El triunfo de la derecha canalla que asaltó el poder a sangre y fuego no se verificó de una vez y para siempre en el momento en que desde el asta del Palacio de la Moneda cayó el pabellón envuelto en llamas, luego de esa hazaña memorable de la Fuerza Aérea de Chile.
Durante todo este tiempo, día a día, la más brutal, cruel y criminal ultraderecha del mundo, ha hecho saber quien ganó y quién perdió luego del inicio de la venganza histórica que comenzó en esos terribles días de septiembre.
A esos cobardes criminales jamás se les olvidó ese tiempo en que vieron de cerca la posibilidad de perder los privilegios que durante siglos construyeron sobre las espaldas de los explotados. El miedo al pueblo conquistando su propio futuro, detonó el odio que se respira aún hoy, a casi medio siglo de los sucesos de ese martes nublado.
No por otras razones la del pueblo es una educación de mierda. No por otras razones se condena al pobrerío a sufrir un sistema de salud que mata. No por casualidad se condena al trabajador a llevar una vida de pacotilla. Una extrema y sutil venganza ha dispuesto que sean los mismos trabajadores, mediante el robo de parte de su sueldo, el que financie a sus castigadores mediante las AFP.
A diario se obliga al pueblo a pagar el triste tributo de la derrota.
Esos castigos cotidianos son otra manera de explicar lo real y trágico de la extensión de la dictadura, aunque por otros métodos, medios y personajes.
Aseverar que se vive en plena democracia no más porque hay elecciones, trampeadas una y otra vez por los dineros negros y corruptos, es abusar del idioma. La esencia de la cultura impuesta es antidemocrática en su más profunda concepción y una resultante necesaria en un país en el cual la ultraderecha hace reinar duramente su hegemonía.
Los chivateos de los habitantes de Las Condes que se oponen con dientes y uñas a que sus vecindades sean afeadas por la irrupción de supuestos pobres viviendo por ahí cerca, no es sino el mismo odio ancestral de los poderosos en contra de todo lo que huela a pueblo.
No tiene mucho sentido decir que en muchos países la gente vive mezclada sin que eso signifique menoscabo, si se considera que desde el nacimiento, pasando por el jardín infantil y desde ahí hasta el infinito, Chile vive en un apartheid invisible solo para el que se tapa los ojos.
La rabieta de los vecinos de Las Condes por los pobres que irían supuestamente a ensuciar sus veredas y jardines es la resultante necesaria de la cultura de odio que cultiva con esmero el poderoso.
Pero esta cultura del oprobio no está acotada solo a vecindarios de gente de misa diaria, colegio de uniformes estrafalarios, perro de razas exóticas y poderosos cuatro por cuatro y/o supuesto linaje.
Se ve también en barrios con menos pedigrí.
Maipú, La Florida, Puente Alto, Quilicura, San Miguel, entre otros, ha habido vecinos se engrifan ante la posibilidad de que en sus cercanía se establezcan las llamadas viviendas sociales, es decir, para los pobres.
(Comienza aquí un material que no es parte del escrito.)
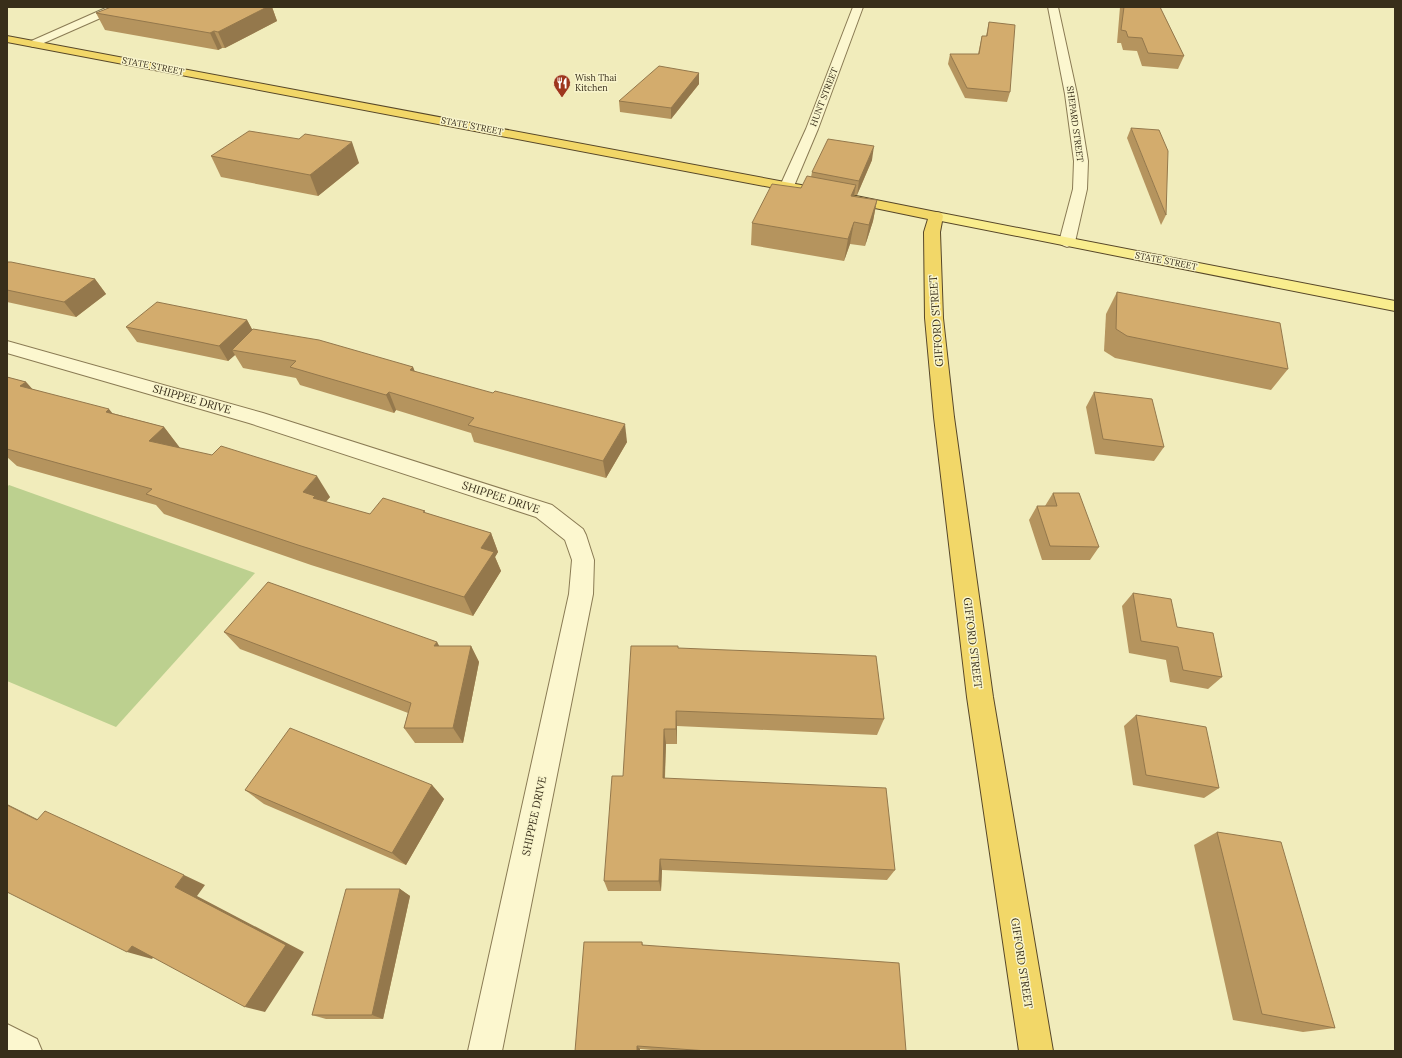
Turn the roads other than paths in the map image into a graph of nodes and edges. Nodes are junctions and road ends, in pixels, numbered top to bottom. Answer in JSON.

O delincuentes, traficantes, drogadictos y desadaptados, como los entiende el clasismo criado por la cultura metida hasta los huesos en la gente de bien.
También en comunidades de izquierdistas conocidos, progresistas con historia, vegetarianos antisistema, ha hecho mella el horror que produce tener por vecinos a patipelados que solo afearán un paisaje entendido solo para ellos. Tal es el caso de los habitantes de la Comunidad Ecológica Peñalolén Alto, alarmados ante la posibilidad de juntarse con pobres.
La ultraderecha, aún vestida con el inocente ropaje de centroderecha, sabe que la mejor manera de combatir la pobreza es combatiendo a los pobres. Y, en el mejor de los casos, de vez en cuando, matando a algunos de ellos.
Y esas matanzas de escarmiento que algunos ven lejas o imposibles, pero que se han repetido a lo largo de la historia con una frecuencia de espanto, no es algo que se improvise de la noche a la mañana.
Su combustible necesario se nutre de ese odio que las imágenes muestran en ancianas de apariencia decente que solo intentan defender la plusvalía de sus propiedades.
La derecha siempre va a entender al pobre como un enemigo al que es mejor mantener controlados en guetos debidamente alejados de todo, presos o en los cementerios.
Por eso, el peligro real de llevar a los pobres a vivir cerca de las residencias de la alcurnia, de ser cierto, el verdadero riesgo, es el de los posibles daños colaterales que puede haber cuando comiencen a operar los tanques, la artillería, la infantería, aún cuando no así la singular puntería de los aviones de la Fuerza Aérea de Chile, la que ya sabemos cómo es de precisa.